→ Work request
Every line of the listing that holds the word "evenodd" should be returned.

++++ Records for this task ++++

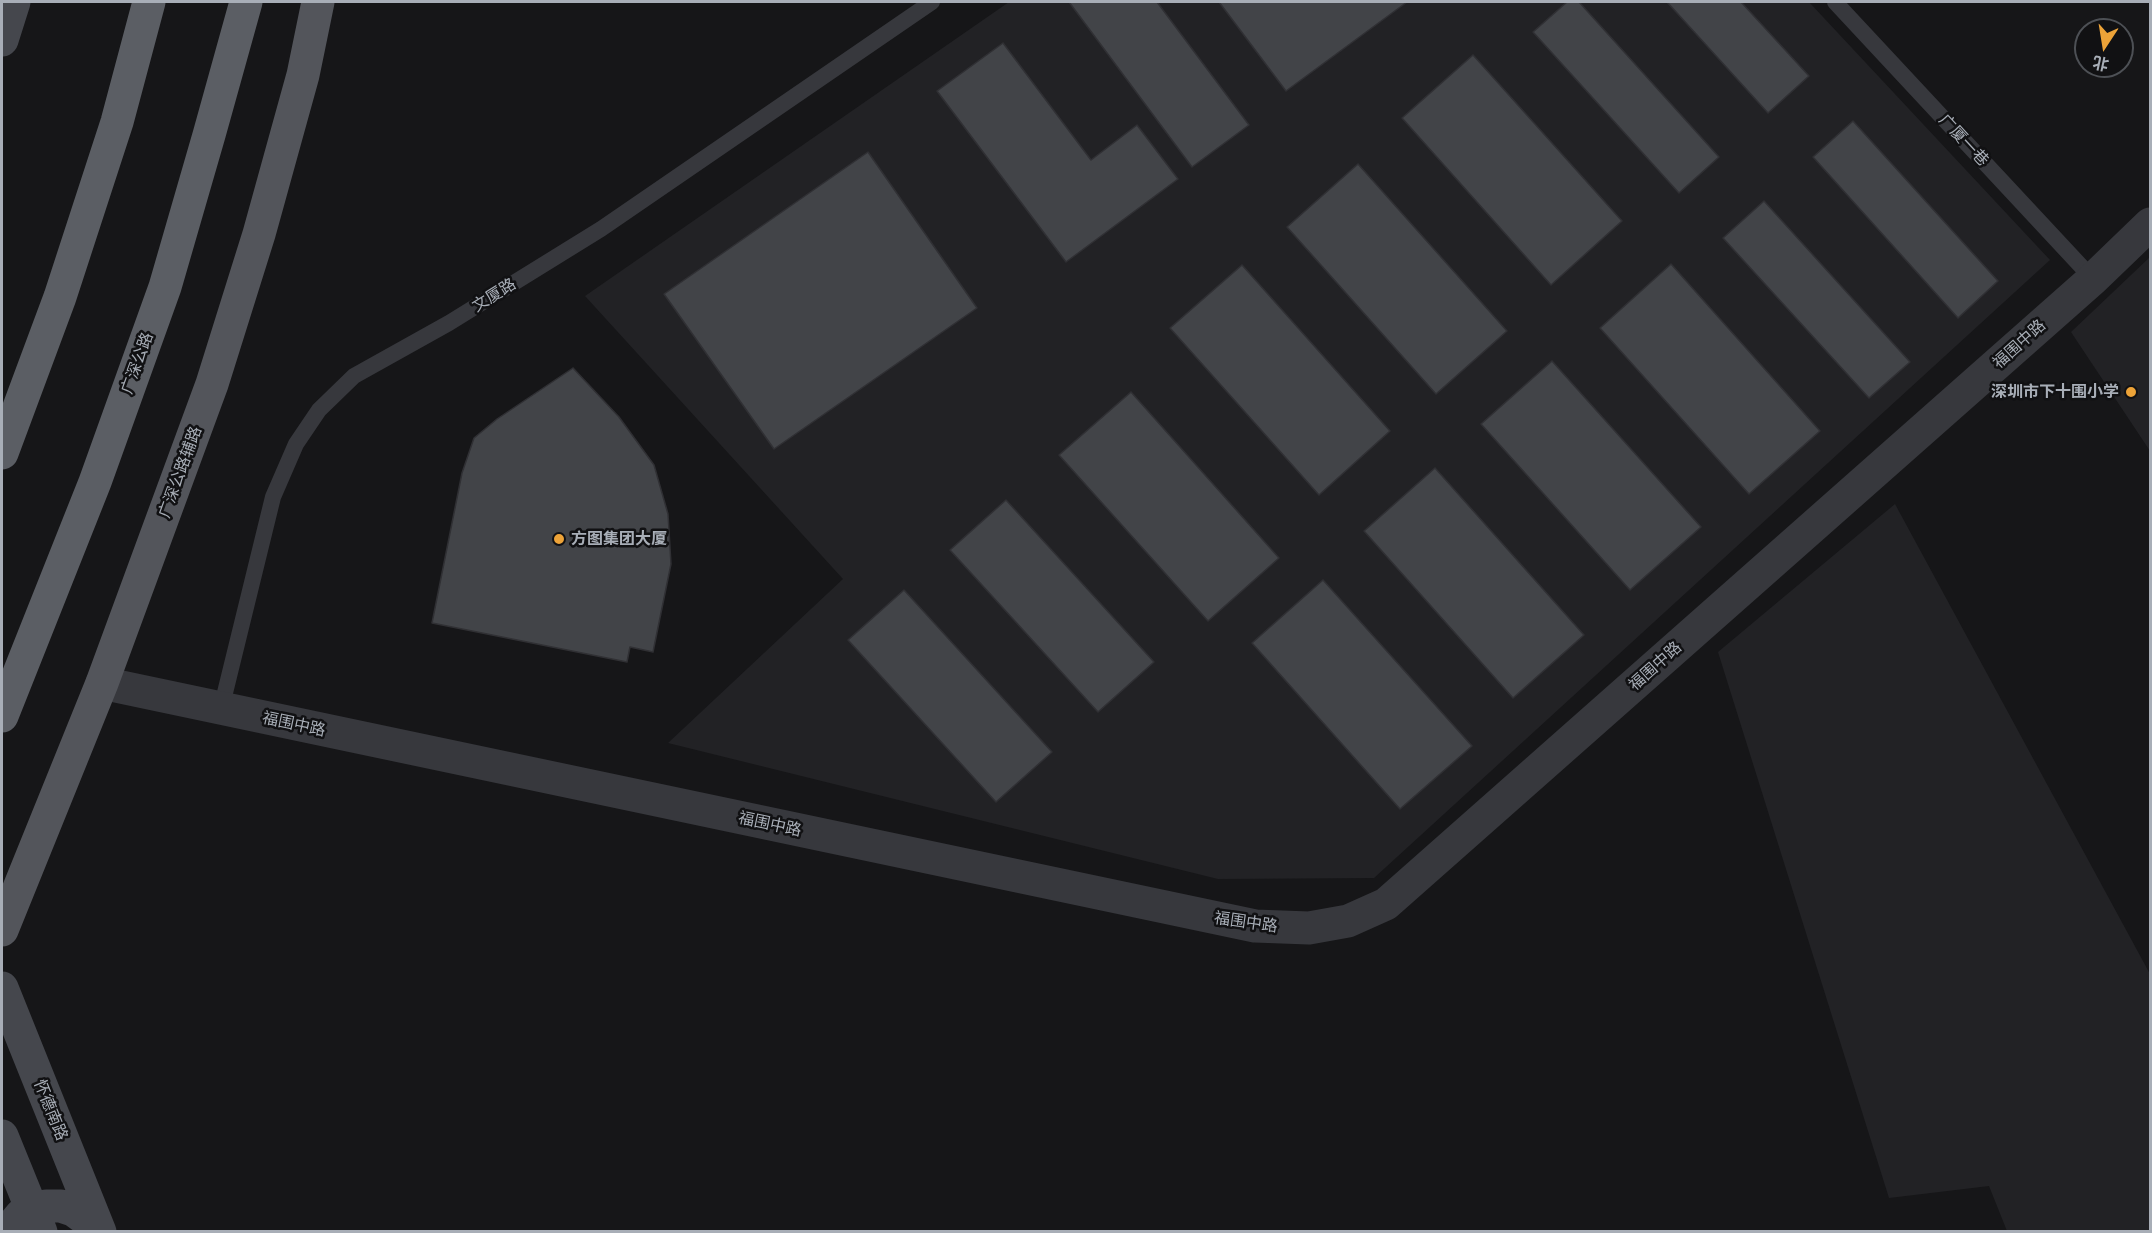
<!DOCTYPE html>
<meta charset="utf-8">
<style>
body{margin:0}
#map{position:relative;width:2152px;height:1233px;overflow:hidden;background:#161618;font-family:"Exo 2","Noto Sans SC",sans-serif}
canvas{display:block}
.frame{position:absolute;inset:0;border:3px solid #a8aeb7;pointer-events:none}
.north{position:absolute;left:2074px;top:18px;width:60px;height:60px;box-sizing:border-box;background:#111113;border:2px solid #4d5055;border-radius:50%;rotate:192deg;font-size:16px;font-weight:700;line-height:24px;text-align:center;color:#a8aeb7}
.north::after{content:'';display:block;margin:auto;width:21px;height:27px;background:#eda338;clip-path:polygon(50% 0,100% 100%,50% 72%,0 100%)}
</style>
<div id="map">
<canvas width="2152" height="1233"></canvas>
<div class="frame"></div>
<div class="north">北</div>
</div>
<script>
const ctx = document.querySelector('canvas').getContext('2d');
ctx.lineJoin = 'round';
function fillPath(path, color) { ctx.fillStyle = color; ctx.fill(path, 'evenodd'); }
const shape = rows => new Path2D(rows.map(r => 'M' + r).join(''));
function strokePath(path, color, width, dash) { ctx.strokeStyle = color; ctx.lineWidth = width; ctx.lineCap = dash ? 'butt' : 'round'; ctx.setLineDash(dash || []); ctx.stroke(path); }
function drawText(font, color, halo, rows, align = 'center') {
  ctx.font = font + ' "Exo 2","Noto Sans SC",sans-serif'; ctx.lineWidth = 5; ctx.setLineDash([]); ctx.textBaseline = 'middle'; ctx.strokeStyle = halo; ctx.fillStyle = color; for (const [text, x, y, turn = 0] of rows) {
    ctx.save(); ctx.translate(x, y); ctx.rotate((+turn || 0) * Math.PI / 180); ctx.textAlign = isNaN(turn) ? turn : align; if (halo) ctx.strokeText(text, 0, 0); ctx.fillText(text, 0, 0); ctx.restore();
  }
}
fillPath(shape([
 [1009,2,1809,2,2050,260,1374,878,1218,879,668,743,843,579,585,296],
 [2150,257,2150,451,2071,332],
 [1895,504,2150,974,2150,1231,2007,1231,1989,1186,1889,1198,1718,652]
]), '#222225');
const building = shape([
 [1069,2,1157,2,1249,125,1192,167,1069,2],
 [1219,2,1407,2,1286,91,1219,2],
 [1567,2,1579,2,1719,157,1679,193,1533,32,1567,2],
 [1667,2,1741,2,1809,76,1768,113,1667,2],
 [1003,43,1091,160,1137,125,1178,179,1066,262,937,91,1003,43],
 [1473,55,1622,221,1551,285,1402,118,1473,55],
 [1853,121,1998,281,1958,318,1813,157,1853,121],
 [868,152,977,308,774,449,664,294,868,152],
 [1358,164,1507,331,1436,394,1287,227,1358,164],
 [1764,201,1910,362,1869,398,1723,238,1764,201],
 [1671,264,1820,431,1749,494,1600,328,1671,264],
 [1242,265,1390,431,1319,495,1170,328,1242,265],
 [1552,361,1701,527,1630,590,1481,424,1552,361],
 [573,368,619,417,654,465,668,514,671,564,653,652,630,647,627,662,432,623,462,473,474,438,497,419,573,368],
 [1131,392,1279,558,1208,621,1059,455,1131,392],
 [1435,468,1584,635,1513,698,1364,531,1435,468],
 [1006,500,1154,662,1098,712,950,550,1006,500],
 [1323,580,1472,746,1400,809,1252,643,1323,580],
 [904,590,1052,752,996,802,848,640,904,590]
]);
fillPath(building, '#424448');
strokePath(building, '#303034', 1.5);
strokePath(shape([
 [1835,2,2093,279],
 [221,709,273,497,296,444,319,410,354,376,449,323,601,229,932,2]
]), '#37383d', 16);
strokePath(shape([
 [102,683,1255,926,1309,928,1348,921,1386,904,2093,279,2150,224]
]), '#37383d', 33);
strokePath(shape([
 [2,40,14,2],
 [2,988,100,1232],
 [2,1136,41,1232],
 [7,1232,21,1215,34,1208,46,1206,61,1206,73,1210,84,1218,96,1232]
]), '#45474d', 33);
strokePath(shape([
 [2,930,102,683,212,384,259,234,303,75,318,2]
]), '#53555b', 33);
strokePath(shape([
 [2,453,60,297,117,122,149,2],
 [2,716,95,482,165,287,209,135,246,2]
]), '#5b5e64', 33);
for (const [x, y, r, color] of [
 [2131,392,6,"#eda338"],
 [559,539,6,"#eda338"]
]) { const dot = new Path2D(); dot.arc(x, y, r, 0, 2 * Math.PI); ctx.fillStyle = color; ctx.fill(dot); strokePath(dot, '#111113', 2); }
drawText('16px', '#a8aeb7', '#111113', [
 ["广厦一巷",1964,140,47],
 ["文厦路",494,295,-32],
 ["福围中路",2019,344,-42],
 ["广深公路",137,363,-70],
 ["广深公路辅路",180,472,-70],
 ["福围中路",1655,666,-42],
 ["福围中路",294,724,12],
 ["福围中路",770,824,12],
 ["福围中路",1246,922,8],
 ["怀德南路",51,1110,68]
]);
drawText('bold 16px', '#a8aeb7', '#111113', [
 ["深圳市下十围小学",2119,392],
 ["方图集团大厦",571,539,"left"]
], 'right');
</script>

++++
++++ Records for this task ++++

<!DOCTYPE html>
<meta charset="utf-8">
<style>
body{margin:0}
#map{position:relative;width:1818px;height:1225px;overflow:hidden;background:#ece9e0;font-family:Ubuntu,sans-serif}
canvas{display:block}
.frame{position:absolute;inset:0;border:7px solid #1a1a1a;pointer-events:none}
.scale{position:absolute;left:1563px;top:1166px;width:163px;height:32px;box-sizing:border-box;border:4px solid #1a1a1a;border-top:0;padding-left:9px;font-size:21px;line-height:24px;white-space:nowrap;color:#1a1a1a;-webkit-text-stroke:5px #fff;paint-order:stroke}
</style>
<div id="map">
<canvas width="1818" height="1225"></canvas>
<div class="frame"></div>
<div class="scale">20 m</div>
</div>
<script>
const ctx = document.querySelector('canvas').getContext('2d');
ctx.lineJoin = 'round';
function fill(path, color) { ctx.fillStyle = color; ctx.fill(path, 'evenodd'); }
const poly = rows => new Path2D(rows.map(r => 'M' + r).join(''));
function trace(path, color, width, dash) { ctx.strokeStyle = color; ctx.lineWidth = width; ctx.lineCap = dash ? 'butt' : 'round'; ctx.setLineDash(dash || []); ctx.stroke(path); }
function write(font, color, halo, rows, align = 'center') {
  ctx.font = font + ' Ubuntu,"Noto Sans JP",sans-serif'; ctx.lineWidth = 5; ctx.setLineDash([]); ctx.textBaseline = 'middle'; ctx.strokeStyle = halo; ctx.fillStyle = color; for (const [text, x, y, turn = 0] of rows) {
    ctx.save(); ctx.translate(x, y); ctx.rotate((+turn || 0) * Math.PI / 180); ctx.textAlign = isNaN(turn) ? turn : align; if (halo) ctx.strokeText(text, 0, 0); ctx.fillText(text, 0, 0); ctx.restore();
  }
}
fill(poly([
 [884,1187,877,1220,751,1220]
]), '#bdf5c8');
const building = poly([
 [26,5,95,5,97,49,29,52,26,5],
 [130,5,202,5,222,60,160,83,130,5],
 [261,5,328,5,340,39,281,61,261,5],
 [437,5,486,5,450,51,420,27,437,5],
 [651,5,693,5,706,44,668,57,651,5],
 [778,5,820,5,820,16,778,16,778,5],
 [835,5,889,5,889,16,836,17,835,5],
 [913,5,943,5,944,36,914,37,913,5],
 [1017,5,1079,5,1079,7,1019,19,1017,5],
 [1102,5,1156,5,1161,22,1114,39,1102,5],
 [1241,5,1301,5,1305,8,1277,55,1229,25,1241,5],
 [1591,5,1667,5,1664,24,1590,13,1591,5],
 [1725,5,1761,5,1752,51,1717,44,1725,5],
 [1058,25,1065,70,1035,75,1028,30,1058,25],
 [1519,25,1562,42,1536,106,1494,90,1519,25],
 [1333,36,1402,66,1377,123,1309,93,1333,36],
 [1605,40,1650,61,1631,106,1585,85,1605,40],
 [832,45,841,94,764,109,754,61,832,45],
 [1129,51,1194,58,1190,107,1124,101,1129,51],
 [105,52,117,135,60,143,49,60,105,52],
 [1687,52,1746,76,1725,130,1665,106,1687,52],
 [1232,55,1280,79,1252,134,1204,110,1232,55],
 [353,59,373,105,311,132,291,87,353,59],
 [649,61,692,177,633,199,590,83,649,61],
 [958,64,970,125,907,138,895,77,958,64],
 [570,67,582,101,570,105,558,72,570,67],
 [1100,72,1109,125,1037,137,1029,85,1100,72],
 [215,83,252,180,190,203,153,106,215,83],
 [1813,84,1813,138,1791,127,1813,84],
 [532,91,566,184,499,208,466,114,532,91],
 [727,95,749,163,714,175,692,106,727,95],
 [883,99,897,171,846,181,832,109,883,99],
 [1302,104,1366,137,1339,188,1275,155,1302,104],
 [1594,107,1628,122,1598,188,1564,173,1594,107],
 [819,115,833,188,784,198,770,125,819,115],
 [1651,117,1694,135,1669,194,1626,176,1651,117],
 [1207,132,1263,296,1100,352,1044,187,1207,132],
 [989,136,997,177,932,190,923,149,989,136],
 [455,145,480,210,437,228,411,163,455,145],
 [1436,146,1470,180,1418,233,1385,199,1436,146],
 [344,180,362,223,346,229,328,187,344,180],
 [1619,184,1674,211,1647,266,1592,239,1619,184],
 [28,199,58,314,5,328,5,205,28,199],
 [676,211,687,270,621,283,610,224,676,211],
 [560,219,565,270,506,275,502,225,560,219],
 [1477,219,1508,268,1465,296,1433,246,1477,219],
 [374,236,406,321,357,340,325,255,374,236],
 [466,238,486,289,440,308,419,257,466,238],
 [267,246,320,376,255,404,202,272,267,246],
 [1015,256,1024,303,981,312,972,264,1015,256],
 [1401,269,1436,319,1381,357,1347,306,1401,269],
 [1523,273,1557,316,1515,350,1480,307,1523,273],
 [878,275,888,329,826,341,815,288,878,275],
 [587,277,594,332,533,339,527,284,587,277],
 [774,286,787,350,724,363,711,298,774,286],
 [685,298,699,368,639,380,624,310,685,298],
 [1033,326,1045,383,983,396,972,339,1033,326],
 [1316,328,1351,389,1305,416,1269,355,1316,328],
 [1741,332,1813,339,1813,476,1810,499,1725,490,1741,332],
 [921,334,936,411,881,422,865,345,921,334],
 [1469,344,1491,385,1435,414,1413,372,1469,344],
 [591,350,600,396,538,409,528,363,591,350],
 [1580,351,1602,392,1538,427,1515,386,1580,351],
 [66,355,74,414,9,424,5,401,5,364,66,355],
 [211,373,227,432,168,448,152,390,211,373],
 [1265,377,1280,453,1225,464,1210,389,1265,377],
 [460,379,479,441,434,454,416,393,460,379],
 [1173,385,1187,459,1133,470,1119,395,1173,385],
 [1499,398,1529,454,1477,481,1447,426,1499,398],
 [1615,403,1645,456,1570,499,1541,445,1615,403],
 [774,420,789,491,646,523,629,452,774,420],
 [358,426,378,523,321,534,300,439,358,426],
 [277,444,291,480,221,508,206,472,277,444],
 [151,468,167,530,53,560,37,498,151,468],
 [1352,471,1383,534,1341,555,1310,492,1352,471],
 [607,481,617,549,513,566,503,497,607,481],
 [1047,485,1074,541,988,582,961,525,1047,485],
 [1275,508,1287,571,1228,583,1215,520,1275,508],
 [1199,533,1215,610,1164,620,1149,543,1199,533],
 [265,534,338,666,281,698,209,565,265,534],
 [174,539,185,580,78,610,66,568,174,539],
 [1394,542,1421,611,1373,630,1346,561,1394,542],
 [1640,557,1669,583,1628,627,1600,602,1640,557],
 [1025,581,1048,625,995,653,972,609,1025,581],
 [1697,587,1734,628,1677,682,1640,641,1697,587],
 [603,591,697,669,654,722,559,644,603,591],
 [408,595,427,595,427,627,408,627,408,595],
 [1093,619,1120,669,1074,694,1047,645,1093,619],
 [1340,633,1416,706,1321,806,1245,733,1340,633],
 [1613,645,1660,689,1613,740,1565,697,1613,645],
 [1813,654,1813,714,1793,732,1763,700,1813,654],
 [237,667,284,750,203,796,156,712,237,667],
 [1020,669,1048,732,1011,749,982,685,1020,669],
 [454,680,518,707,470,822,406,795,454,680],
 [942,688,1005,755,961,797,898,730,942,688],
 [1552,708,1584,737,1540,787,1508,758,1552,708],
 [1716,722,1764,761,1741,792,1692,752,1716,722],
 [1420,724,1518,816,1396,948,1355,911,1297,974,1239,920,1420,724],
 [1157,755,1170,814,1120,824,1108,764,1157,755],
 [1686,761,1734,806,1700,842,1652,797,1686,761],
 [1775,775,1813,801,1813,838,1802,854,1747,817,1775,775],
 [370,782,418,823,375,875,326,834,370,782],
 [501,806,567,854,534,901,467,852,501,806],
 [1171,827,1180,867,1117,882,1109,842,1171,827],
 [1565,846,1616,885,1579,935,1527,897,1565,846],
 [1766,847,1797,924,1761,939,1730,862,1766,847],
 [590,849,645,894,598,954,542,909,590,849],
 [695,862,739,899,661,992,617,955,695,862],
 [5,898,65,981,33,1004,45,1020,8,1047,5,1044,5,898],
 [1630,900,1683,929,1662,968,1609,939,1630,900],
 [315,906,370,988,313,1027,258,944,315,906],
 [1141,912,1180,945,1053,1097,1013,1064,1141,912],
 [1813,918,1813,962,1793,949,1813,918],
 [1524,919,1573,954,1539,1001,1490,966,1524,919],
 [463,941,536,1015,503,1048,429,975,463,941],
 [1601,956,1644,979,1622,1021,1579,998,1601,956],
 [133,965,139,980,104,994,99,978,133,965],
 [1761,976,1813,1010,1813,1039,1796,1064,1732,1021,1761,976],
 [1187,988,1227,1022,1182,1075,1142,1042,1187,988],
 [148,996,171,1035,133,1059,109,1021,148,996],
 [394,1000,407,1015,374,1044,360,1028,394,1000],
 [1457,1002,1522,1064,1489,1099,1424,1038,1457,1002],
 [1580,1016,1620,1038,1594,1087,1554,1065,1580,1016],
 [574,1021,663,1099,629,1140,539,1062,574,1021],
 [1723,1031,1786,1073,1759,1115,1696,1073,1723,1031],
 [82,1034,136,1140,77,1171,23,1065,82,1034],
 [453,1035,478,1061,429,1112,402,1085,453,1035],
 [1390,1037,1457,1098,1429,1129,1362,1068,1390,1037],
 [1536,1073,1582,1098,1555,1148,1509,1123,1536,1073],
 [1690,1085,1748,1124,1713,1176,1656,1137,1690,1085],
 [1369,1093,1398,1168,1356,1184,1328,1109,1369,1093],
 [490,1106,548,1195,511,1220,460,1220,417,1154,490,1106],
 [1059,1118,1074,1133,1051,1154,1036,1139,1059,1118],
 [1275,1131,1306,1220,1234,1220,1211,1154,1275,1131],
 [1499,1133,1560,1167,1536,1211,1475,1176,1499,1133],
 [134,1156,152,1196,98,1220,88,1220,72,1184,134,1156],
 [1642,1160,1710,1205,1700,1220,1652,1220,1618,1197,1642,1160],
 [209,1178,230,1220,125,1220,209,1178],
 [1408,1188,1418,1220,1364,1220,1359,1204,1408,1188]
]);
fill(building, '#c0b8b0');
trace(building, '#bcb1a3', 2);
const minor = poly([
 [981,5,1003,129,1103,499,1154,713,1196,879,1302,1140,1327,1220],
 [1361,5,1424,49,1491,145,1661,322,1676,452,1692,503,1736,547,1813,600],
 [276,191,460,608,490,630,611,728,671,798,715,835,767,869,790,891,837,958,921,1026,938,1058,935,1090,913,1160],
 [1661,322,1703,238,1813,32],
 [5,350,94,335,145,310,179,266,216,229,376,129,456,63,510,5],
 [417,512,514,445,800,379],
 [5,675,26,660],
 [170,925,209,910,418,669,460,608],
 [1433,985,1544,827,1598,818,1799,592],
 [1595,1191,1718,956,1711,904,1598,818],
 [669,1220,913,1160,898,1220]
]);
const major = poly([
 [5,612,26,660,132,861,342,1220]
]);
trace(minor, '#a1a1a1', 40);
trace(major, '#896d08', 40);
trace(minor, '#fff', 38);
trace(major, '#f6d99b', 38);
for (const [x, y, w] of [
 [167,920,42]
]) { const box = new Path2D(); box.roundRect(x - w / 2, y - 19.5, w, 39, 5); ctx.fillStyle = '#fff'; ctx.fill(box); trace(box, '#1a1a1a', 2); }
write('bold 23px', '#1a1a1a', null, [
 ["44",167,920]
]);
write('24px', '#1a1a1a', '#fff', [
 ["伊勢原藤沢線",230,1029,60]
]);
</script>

++++

→ The answer
function fillPath(path, color) { ctx.fillStyle = color; ctx.fill(path, 'evenodd'); }
function fill(path, color) { ctx.fillStyle = color; ctx.fill(path, 'evenodd'); }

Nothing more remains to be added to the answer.